Quando eu me entendi com a minha magreza, entrei na onda de ser gordo. Agora,
que estou velho, não posso ter preguiça de andar, preciso passar fome e, ainda,
ser alvo de comentários aborrecíveis.
Estou
fazendo dieta. O excesso de peso me incomoda.
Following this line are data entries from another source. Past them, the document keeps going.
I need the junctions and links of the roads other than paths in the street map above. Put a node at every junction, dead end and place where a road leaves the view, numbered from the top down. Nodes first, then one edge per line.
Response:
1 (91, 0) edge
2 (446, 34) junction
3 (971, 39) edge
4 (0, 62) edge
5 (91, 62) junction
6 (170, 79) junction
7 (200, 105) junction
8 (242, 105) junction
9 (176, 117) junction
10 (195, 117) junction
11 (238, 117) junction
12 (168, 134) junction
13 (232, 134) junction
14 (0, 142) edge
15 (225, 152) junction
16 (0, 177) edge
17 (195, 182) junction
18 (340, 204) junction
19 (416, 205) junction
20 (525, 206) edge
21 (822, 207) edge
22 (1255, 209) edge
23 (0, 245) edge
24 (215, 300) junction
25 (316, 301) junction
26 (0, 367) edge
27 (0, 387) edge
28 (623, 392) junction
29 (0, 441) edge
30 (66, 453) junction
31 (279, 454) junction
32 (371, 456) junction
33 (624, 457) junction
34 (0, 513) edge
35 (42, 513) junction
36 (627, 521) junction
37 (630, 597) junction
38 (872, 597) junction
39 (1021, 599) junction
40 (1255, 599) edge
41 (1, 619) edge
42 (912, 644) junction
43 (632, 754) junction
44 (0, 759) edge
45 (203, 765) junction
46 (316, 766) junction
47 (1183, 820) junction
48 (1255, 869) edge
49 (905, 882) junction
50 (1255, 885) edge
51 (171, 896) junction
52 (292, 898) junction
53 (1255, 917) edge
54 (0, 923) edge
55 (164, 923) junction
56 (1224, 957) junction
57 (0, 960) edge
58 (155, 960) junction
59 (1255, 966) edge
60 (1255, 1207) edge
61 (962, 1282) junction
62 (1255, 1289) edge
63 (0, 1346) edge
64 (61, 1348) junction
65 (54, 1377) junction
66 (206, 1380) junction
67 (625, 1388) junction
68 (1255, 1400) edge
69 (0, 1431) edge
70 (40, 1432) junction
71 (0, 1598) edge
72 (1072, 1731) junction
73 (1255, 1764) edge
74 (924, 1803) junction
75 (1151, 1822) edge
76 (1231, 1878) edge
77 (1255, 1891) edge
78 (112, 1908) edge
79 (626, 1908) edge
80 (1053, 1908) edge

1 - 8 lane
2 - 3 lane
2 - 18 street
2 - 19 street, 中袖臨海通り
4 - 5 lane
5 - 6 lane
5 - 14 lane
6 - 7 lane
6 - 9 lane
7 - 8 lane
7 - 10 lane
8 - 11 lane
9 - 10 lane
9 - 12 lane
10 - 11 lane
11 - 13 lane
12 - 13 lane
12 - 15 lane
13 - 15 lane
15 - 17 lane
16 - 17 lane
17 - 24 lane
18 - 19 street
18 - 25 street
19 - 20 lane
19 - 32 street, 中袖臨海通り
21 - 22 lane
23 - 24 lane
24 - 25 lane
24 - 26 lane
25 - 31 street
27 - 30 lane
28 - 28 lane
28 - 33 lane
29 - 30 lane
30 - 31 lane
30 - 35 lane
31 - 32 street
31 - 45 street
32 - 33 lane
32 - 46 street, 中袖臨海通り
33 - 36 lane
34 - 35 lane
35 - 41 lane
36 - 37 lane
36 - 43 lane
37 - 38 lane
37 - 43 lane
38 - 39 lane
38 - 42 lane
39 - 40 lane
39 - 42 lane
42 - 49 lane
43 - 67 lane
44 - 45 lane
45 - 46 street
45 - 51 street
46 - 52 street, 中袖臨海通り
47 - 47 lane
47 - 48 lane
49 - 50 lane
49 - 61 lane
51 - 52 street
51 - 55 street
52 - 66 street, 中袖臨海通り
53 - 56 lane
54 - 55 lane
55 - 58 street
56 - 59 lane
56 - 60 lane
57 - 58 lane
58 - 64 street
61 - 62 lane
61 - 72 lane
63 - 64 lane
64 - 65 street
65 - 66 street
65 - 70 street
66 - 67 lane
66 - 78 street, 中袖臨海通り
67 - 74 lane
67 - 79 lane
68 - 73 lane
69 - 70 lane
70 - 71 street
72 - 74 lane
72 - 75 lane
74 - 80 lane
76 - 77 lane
As roupas começam a “enfiar”... ----
As banhas começam a pegar debaixo do ombro, a gente começa a andar com os
braços abertos... Parece até que vai voar!
A barriga cresce e vem logo as dificuldades para aparar uma unha; para
calçar um sapato... Meu Deus que horror!
Ficar sem
beber uma cervejinha é um grande sacrifício. ---- Passar de frente a uma
lanchonete com fome, com o dinheiro disponível no bolso para gastar e não poder
entrar e comer; ----- Deixar de comer o meu feijão com arroz à vontade e saborear os meus
torresminhos... O meu bife mal passado, o
meu churrasco dois pelos, isso para mim é um castigo...
Ficar
andando sem destino! Ah! Meu Deus do Céu!... Eu não sei como existem pessoas
que dizem gostar de fazer caminhada! Isso para mim é terrível! -----
Bem, afinal eu tenho que me submeter a tudo isso. Enfim, é uma questão de razão. Eu devo fazer esse sacrifício, mas que é difícil... Ah! Como é difícil...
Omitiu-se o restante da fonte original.